The recreation tower had just about anything you could imagine such a tower might have, including an amusement park with a roller coaster emerging from the side of the building way up high, which then looped back into it a several floors below. There were whole floor arcades, bars, and at the very top of the tower one of the best rated restaurants in the city. Together these buildings embodied the change that had occurred in urban habitation the world over, that of densification. Vancouver stopped spreading out for hundreds of kilometers around it (though those flatter suburb cities continued to exist), and had instead learned to focus on building up, on densifying into a high-rise mega city like Hong Kong, which had only a few small islands upon which to accommodate millions of people.
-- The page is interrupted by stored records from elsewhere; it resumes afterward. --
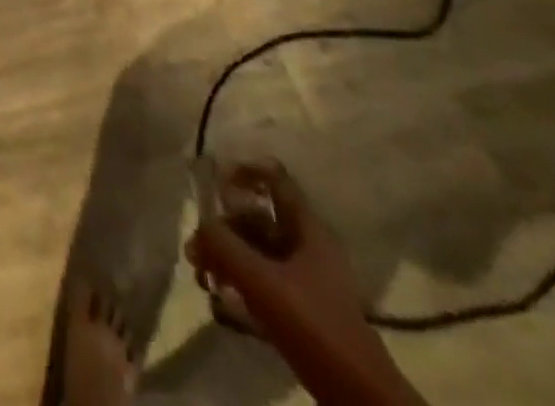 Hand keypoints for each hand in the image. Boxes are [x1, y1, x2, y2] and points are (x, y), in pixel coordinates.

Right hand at [185, 162, 425, 405]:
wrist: (359, 397)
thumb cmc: (314, 326)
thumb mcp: (263, 283)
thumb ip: (225, 247)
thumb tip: (198, 225)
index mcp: (308, 228)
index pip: (274, 178)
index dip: (244, 172)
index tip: (214, 184)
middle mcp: (308, 245)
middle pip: (258, 219)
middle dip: (224, 230)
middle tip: (196, 251)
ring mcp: (307, 278)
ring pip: (258, 252)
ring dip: (228, 259)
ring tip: (203, 279)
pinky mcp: (303, 309)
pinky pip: (265, 281)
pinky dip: (241, 284)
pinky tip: (221, 302) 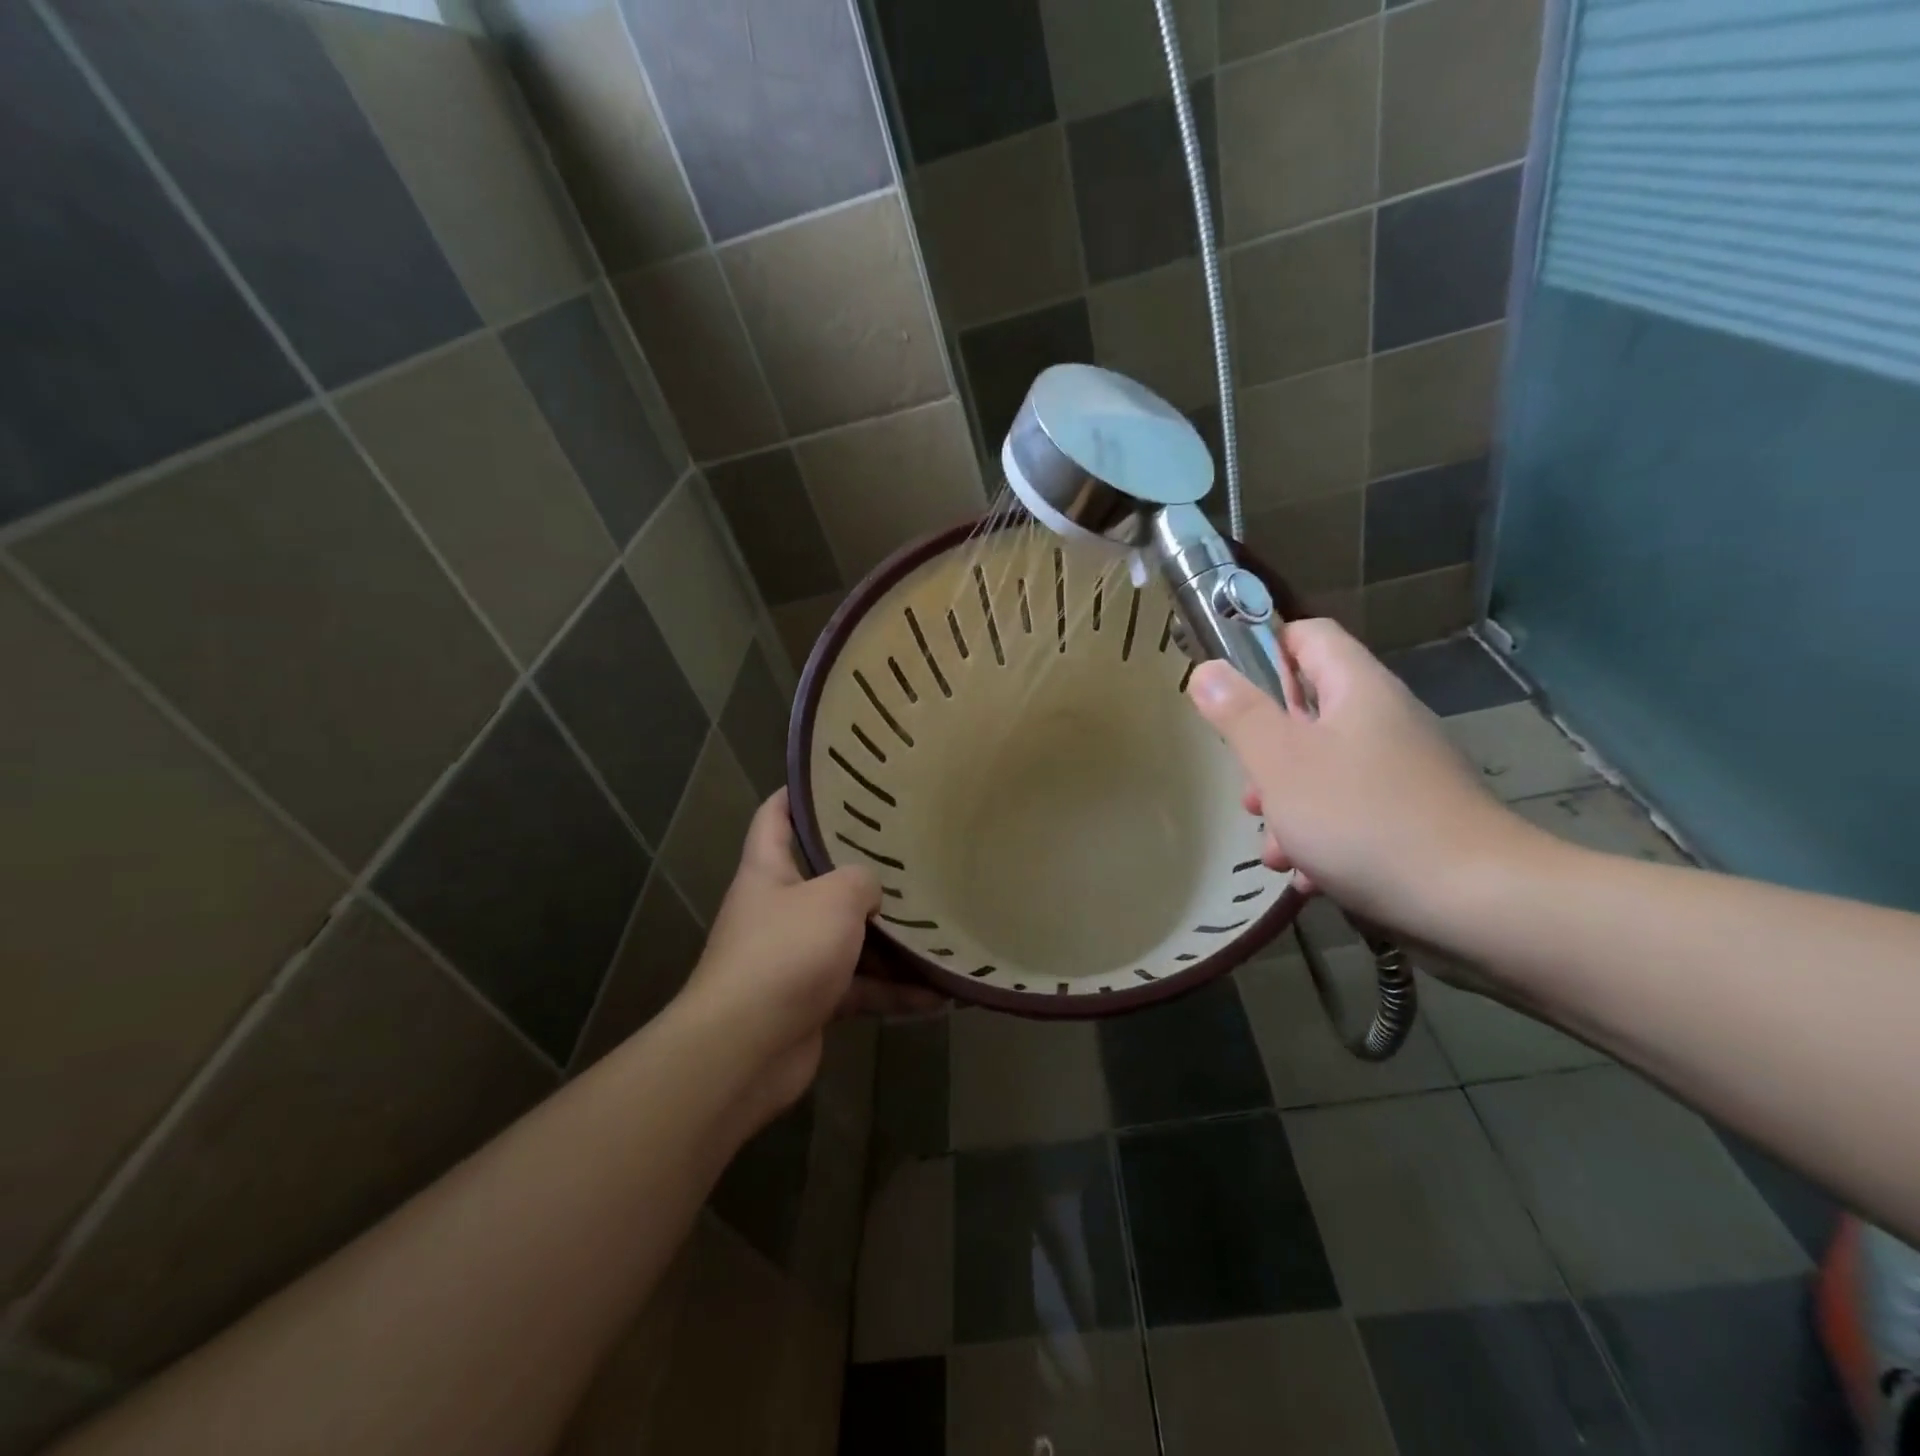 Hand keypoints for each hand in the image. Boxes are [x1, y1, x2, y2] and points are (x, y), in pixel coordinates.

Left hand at [681, 790, 943, 1120]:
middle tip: (914, 855)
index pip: (775, 816)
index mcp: (768, 871)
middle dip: (867, 873)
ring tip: (942, 931)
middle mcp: (779, 910)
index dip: (798, 793)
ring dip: (894, 943)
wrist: (745, 1049)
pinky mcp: (813, 1001)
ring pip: (851, 939)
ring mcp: (795, 958)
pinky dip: (894, 992)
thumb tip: (871, 892)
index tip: (837, 778)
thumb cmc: (785, 952)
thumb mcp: (833, 898)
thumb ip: (861, 881)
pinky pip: (861, 988)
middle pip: (824, 880)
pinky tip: (938, 996)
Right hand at [1188, 621, 1536, 941]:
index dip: (1263, 650)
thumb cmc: (1363, 818)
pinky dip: (1322, 836)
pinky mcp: (1413, 817)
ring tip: (1275, 850)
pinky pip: (1351, 811)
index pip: (1308, 636)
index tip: (1230, 693)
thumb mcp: (1281, 762)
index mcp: (1357, 689)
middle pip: (1306, 713)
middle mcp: (1384, 721)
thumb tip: (1206, 669)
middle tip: (1251, 793)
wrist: (1478, 903)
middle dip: (1266, 754)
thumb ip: (1239, 713)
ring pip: (1322, 770)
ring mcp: (1402, 771)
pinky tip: (1309, 876)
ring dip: (1287, 805) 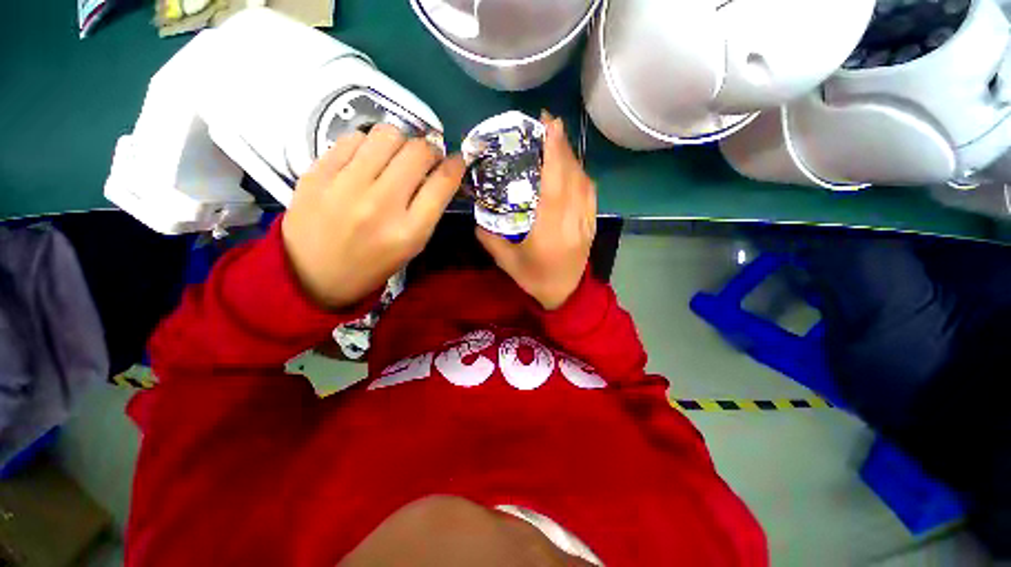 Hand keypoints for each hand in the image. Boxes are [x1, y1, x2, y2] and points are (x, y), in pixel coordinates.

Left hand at [282, 124, 464, 308]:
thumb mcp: (410, 248)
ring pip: (388, 134)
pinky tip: (367, 159)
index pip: (442, 183)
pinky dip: (369, 144)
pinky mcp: (318, 172)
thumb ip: (427, 211)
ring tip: (395, 156)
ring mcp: (346, 185)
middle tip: (425, 159)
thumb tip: (437, 172)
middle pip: (418, 151)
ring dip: (401, 141)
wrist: (312, 275)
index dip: (456, 165)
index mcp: (409, 232)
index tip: (456, 159)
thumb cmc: (371, 266)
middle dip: (430, 150)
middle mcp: (381, 205)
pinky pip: (354, 138)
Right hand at [476, 116, 596, 309]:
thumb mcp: (506, 262)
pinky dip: (580, 174)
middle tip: (547, 123)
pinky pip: (590, 193)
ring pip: (584, 182)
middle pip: (572, 177)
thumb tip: (478, 214)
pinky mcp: (591, 224)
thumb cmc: (534, 279)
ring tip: (556, 142)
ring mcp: (585, 222)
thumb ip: (489, 237)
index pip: (555, 185)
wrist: (565, 295)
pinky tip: (570, 167)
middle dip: (562, 146)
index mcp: (549, 231)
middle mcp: (572, 222)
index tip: (549, 124)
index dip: (555, 152)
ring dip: (571, 157) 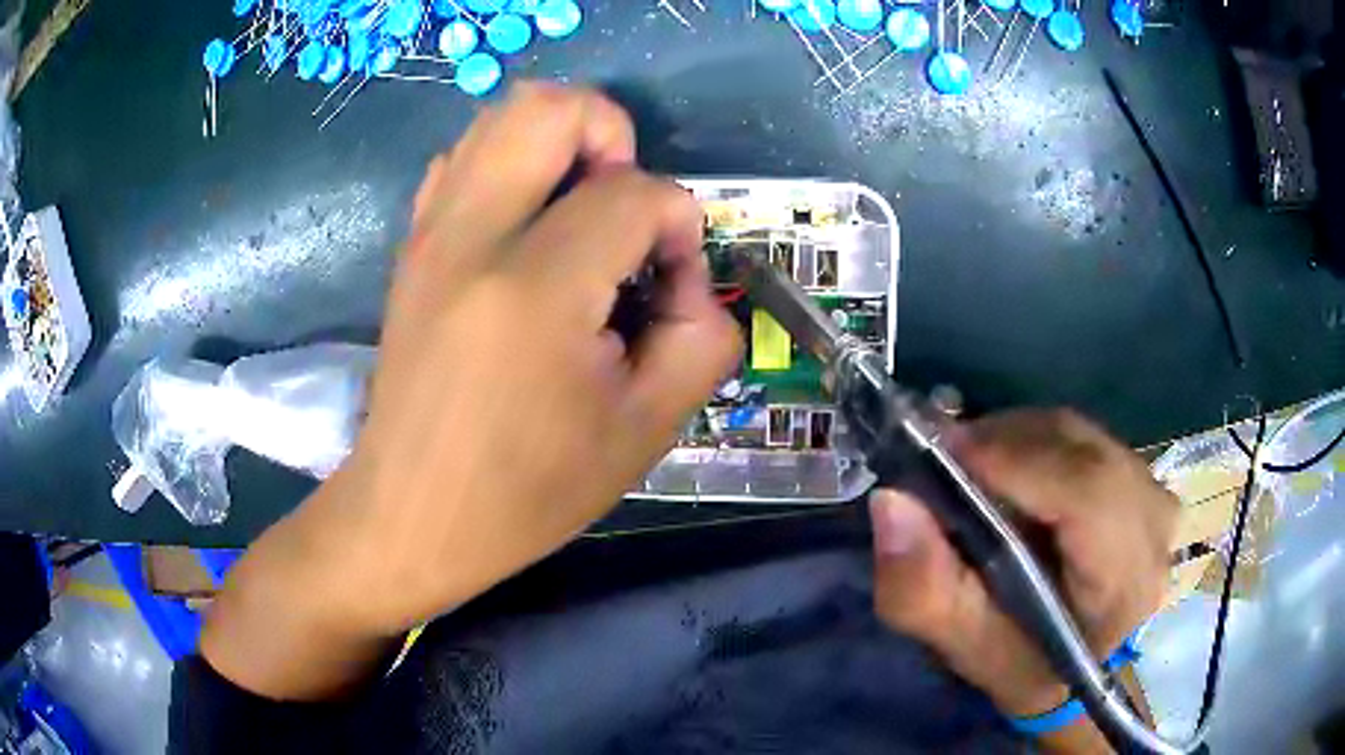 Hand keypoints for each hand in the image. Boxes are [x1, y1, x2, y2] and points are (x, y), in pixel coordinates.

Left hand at [201, 83, 741, 698]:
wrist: (412, 516)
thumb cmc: (528, 493)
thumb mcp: (647, 430)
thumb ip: (703, 335)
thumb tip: (684, 272)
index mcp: (536, 290)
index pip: (635, 194)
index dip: (679, 226)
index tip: (670, 287)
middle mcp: (472, 237)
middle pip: (551, 108)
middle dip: (612, 134)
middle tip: (625, 206)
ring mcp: (430, 233)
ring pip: (502, 117)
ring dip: (562, 144)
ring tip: (580, 215)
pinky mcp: (413, 245)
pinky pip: (464, 157)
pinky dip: (512, 166)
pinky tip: (527, 230)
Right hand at [869, 409, 1175, 741]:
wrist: (1079, 656)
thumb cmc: (1027, 664)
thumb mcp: (967, 649)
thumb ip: (925, 591)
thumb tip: (891, 501)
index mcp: (1124, 583)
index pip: (1087, 494)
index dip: (1016, 462)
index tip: (944, 455)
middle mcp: (1153, 523)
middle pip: (1079, 450)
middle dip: (1004, 445)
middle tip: (945, 462)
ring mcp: (1153, 489)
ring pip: (1077, 434)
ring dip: (1015, 441)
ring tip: (972, 470)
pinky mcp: (1140, 473)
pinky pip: (1081, 436)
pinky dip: (1035, 442)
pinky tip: (1010, 473) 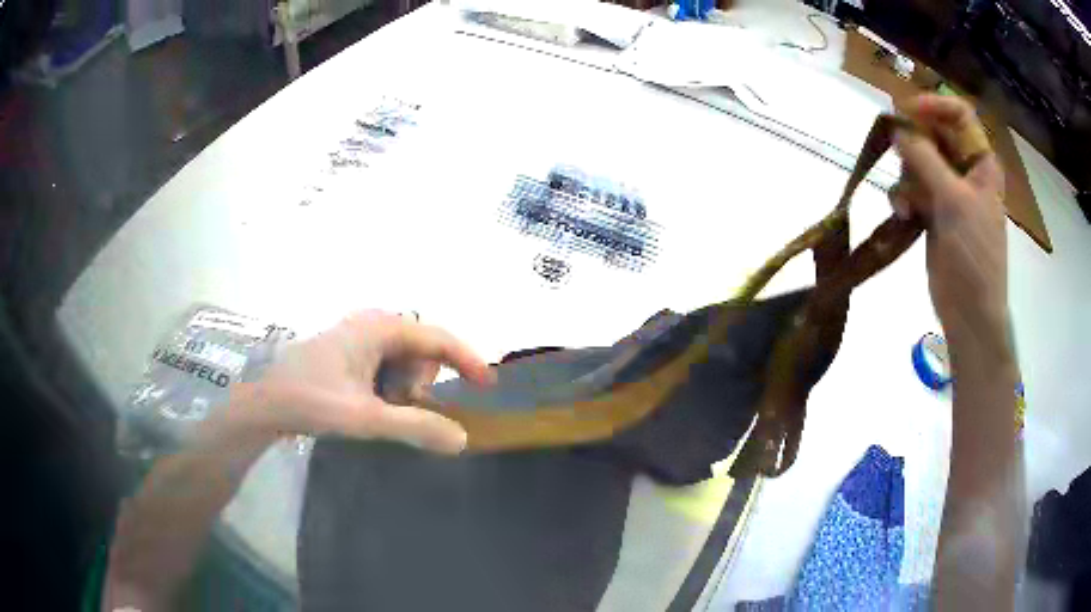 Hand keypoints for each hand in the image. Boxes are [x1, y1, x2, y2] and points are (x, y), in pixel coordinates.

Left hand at [206, 310, 494, 453]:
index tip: (487, 386)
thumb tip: (463, 439)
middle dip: (419, 382)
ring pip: (403, 360)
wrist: (264, 401)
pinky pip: (385, 365)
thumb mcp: (367, 417)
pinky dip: (387, 387)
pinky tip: (367, 403)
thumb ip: (416, 426)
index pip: (438, 338)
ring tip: (376, 409)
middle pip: (420, 350)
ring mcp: (359, 335)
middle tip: (397, 408)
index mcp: (379, 327)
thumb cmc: (312, 400)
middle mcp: (372, 323)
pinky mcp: (349, 350)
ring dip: (402, 387)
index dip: (467, 360)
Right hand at [891, 95, 1009, 353]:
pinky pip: (912, 189)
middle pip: (935, 135)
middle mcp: (965, 171)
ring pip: (919, 162)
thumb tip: (897, 129)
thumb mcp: (954, 200)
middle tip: (895, 150)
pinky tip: (902, 213)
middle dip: (914, 142)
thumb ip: (925, 159)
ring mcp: (949, 193)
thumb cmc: (974, 253)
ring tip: (905, 200)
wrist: (970, 310)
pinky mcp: (934, 214)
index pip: (959, 115)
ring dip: (907, 175)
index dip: (934, 105)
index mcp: (981, 163)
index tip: (907, 110)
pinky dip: (904, 197)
It was something of an oddity in such a large city where millions of people were so physically close to one another, that people could find they were closest to people living hundreds or thousands of kilometers away, while those who lived mere meters away from them were usually total strangers. The perfection of communication technologies made it effortless to maintain close relationships with people whom one was truly close to wherever they were around the planet or in orbit, though it was challenging with people living elsewhere in the Solar System due to the communications time lag.
Instead of forming physically localized social groups, people tended to group together according to the kinds of people they were and the kinds of interests they had. They developed clusters of friendships online with cerebral neighbors instead, though many still made a point of physically getting together with their friends a few times a year when they could. One could have a very active and fulfilling social life while living in a city where one doesn’t socially know a single other person. Devices like the PANEs made this kind of interaction effortless, to the point that one could go to the market with a friend half way around the world, or watch a video on the couch together with several friends in different locations.
Virtual presence and augmented reality had been perfected to the degree that one could look over at the other end of the couch, and if looking through PANEs, see their friend sitting there beside them with no visible indication that it was only their image superimposed onto an empty couch. A more sophisticated version of the same kind of system allowed the use of devices known as avatars which were like simulants but without any brains to speak of. Their speech and movement were remotely translated through the use of special transmitting suits. With two transmitting suits and two avatars, virtual physical encounters between two long distance lovers were even possible.
Near Columbia Street, the roadpod came off of the main road and swung silently into one of the few dozen roadpod alcoves around the base of the tower where Hugh lived. Once docked, its doors swung open onto the building’s main floor lobby.